REQUIREMENT: Report each line of the records below that uses the word "nodes".
[SUPPLIED DATA Boundary: Start]
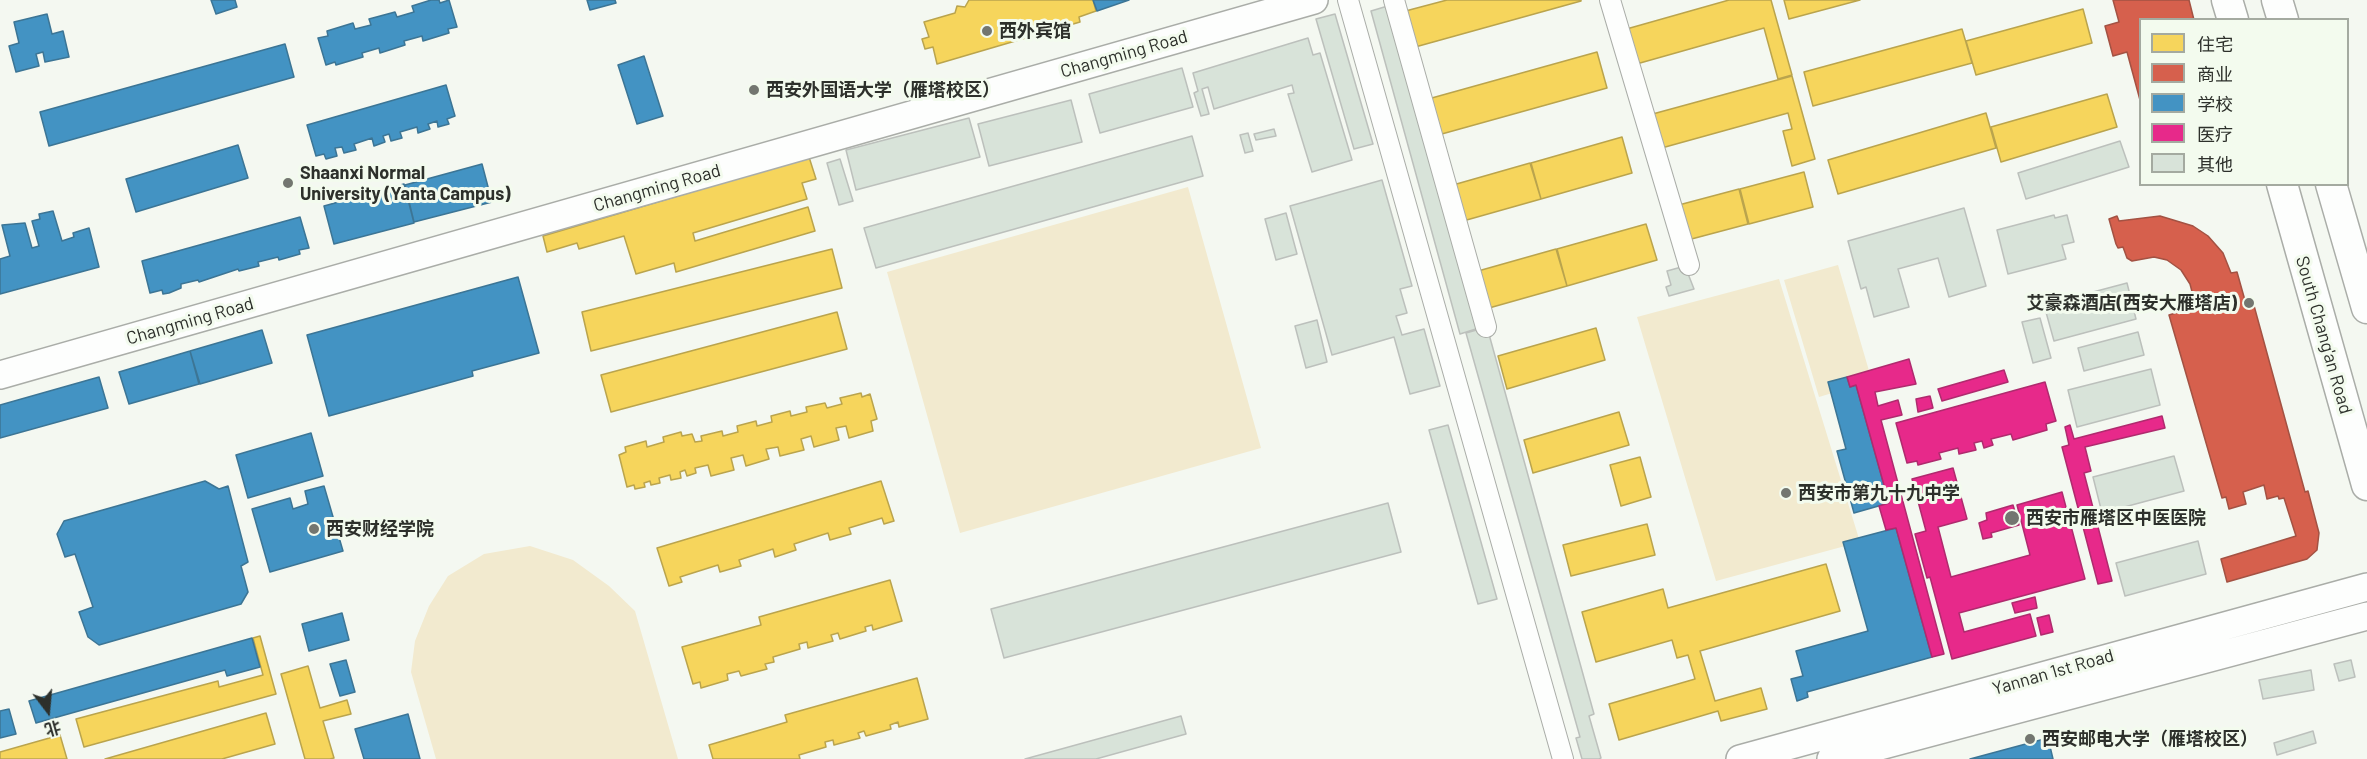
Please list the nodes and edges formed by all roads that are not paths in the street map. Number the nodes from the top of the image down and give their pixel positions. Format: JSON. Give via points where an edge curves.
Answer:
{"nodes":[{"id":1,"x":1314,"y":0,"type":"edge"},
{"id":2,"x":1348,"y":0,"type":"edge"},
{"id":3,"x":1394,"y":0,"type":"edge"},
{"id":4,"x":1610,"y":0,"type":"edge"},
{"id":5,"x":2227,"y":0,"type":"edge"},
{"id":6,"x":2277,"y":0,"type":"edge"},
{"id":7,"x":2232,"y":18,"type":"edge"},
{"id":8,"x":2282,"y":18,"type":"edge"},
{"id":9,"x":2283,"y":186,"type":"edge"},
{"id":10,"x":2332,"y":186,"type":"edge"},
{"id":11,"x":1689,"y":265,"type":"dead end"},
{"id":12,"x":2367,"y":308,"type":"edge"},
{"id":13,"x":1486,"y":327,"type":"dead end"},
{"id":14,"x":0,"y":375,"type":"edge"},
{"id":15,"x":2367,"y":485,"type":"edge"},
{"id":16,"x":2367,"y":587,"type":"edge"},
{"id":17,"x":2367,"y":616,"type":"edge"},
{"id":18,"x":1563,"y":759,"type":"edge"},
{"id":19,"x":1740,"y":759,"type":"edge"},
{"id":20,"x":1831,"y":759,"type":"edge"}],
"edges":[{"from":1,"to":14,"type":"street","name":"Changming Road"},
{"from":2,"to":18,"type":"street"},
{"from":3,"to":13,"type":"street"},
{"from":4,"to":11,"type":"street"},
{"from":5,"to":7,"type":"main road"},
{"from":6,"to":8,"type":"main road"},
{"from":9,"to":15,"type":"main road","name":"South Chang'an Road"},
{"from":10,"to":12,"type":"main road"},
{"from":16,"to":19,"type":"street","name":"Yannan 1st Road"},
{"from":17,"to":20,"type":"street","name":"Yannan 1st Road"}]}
[SUPPLIED DATA Boundary: End]
SOLUTION BELOW:
Please list the nodes and edges formed by all roads that are not paths in the street map. Number the nodes from the top of the image down and give their pixel positions. Format: JSON. Give via points where an edge curves.
{"nodes":[{"id":1,"x":1314,"y":0,"type":"edge"},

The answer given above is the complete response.